■ Action item: Report each line from the entries in which "roads" can be found.

■ Supplied records:
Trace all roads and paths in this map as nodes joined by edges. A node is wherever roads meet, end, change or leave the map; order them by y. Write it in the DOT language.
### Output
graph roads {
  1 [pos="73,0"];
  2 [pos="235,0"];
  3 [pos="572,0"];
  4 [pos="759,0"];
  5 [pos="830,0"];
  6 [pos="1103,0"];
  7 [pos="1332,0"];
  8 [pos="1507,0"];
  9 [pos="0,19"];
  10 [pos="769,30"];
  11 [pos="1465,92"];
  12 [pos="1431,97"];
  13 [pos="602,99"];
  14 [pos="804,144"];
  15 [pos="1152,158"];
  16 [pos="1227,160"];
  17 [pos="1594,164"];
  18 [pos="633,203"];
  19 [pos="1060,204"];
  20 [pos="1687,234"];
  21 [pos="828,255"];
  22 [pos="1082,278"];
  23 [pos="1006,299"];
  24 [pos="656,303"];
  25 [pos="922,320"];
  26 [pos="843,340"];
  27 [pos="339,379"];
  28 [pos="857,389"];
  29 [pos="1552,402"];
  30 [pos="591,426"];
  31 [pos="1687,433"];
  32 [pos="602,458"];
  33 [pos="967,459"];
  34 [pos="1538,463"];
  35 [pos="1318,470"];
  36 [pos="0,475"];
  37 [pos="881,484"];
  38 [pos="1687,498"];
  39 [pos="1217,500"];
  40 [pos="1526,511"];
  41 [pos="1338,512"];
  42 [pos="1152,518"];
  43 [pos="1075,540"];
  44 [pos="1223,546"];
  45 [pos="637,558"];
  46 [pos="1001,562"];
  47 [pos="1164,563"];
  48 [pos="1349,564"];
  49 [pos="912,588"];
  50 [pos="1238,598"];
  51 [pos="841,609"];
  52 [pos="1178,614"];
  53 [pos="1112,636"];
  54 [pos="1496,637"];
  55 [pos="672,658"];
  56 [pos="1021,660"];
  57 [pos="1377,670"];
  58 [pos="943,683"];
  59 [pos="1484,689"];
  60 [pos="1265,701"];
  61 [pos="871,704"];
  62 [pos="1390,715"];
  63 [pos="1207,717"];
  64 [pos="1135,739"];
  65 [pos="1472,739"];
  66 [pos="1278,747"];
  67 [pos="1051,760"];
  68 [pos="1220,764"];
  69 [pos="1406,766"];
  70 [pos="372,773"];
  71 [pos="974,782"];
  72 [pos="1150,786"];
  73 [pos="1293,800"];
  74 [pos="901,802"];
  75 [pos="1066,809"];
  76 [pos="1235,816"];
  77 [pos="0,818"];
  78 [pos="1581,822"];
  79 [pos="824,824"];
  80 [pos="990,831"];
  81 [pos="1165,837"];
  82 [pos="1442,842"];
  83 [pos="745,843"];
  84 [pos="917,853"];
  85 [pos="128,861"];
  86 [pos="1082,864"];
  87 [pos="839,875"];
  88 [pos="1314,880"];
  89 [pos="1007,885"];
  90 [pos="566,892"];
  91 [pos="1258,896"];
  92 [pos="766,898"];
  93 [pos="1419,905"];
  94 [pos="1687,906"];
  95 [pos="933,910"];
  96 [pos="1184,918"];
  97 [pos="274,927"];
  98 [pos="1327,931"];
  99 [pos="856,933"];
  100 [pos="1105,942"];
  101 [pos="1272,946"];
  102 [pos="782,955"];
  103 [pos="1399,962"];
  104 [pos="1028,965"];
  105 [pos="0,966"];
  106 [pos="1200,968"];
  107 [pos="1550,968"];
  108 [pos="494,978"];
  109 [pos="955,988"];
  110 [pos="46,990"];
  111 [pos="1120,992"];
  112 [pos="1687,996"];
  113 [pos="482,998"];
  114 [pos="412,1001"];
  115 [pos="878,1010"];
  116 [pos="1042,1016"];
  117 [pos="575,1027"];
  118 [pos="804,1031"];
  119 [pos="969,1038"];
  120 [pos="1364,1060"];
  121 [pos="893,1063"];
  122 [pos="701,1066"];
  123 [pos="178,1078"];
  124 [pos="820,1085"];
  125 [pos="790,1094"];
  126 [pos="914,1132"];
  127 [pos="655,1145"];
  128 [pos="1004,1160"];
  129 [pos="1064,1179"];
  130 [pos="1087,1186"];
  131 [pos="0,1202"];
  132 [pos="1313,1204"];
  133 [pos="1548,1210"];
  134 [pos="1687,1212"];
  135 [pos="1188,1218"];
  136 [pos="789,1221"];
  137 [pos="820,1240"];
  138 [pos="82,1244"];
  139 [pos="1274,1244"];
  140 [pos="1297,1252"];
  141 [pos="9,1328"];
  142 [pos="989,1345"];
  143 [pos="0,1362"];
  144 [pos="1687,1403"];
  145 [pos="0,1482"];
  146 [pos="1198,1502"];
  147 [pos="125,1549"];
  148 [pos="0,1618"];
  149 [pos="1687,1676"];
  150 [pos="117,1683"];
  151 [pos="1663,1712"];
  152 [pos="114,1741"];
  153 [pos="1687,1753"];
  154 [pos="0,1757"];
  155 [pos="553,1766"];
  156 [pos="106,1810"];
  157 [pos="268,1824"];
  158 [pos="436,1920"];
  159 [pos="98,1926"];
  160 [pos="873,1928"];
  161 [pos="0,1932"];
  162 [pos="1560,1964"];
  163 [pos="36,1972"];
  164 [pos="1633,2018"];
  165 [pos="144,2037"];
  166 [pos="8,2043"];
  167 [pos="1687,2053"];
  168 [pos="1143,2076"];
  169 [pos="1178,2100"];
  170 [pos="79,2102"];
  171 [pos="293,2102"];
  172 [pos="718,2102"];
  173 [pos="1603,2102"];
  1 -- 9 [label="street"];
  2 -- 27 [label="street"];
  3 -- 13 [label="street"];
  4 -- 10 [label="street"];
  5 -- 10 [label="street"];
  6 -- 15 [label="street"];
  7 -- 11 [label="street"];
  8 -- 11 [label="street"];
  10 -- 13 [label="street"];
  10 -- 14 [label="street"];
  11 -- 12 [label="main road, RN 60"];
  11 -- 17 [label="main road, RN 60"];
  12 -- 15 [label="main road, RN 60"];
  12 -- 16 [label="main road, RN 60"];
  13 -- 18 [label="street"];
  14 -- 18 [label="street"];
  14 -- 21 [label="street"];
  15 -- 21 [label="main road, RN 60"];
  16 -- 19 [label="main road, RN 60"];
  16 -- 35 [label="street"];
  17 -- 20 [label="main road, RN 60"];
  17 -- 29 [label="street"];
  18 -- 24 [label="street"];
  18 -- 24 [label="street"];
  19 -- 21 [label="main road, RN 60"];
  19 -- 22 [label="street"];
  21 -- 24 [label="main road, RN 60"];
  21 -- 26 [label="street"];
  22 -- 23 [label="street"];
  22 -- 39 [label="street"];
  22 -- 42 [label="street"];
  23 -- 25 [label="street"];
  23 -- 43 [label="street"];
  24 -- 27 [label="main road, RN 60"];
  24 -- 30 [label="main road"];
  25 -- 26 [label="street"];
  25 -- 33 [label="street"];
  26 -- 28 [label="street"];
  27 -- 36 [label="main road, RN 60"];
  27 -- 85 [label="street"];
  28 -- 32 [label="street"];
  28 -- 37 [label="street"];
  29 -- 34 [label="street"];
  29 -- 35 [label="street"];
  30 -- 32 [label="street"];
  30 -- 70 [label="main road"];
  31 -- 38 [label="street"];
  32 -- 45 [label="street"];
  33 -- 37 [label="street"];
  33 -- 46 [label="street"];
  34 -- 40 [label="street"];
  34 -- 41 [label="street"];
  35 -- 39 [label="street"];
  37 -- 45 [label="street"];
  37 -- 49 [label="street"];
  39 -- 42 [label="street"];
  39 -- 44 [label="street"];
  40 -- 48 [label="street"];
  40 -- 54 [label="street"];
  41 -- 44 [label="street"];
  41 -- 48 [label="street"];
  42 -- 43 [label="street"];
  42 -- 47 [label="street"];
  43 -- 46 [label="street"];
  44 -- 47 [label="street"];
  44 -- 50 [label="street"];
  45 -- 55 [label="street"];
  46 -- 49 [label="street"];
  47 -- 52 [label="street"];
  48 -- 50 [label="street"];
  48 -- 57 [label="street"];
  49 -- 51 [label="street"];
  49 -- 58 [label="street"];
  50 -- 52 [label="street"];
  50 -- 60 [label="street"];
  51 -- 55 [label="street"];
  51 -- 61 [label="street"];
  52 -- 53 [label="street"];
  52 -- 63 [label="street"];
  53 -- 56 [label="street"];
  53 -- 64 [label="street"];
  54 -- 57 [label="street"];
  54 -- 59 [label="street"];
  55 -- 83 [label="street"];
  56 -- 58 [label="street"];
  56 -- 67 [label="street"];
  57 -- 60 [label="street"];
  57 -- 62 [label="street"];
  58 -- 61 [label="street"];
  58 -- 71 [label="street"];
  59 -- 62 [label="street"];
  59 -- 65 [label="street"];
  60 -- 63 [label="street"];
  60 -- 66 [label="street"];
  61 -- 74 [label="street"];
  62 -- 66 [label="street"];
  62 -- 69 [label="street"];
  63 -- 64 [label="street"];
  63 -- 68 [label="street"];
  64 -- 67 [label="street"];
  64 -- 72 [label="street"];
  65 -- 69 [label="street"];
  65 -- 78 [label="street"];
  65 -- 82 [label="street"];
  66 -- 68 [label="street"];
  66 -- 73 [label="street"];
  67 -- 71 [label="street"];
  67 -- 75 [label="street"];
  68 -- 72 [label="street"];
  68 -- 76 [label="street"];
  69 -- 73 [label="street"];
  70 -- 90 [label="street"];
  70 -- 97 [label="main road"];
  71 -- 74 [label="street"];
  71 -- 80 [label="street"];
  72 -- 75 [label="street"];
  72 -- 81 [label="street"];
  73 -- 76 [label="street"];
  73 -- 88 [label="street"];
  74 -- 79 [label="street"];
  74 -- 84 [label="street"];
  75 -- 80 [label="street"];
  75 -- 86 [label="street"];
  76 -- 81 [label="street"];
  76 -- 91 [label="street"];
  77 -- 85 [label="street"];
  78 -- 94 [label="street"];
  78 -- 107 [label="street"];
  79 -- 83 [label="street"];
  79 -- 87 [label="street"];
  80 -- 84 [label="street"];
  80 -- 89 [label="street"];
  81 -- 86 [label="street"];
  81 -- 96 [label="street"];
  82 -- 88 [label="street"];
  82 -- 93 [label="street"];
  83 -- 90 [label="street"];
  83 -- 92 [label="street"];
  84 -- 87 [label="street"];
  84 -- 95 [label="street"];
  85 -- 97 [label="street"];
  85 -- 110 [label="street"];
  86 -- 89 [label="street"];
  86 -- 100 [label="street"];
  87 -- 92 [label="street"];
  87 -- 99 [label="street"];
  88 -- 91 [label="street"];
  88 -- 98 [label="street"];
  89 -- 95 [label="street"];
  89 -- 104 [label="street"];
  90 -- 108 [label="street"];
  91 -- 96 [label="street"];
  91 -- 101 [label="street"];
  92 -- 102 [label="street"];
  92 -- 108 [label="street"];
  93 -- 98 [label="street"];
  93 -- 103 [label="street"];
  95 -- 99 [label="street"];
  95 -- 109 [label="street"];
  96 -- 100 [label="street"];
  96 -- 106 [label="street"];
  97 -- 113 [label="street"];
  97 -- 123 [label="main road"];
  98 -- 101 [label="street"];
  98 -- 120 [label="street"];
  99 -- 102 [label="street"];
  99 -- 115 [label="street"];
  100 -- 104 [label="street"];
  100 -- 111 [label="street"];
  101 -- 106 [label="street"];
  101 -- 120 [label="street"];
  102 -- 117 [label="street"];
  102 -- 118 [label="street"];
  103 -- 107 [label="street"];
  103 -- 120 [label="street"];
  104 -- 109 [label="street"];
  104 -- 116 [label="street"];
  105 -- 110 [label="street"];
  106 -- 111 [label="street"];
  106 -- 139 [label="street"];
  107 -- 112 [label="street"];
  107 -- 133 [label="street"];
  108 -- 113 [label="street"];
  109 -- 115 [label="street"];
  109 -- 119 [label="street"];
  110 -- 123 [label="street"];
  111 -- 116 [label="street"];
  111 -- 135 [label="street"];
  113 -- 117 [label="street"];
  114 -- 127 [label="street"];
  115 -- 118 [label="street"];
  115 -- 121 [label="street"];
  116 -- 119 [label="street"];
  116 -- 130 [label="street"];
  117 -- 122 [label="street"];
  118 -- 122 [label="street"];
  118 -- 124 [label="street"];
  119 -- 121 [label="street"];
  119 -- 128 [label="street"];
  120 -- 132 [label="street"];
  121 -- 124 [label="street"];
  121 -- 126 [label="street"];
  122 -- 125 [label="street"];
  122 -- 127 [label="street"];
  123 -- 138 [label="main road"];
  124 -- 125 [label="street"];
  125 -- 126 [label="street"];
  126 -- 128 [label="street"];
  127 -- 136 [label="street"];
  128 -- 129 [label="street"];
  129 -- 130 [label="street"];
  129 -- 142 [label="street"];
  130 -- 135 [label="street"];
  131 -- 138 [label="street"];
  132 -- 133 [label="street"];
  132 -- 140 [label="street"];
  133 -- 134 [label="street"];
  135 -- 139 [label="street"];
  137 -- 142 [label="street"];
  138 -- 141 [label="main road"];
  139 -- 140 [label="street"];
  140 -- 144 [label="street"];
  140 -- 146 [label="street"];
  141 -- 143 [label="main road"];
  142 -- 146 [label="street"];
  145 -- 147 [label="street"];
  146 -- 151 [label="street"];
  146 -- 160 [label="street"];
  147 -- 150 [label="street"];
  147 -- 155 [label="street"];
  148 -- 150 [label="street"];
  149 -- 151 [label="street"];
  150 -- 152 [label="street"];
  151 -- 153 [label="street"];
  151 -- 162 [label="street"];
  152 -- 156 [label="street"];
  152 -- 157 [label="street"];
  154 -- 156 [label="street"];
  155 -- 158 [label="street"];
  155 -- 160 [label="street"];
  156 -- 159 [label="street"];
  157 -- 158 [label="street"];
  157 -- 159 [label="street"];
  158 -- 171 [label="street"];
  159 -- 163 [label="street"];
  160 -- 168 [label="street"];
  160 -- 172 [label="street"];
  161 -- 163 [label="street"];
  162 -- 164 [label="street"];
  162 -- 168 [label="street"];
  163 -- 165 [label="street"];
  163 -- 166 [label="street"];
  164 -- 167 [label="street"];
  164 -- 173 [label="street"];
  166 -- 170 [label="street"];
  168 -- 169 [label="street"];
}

■ Worked solution:
Trace all roads and paths in this map as nodes joined by edges. A node is wherever roads meet, end, change or leave the map; order them by y. Write it in the DOT language.
graph roads {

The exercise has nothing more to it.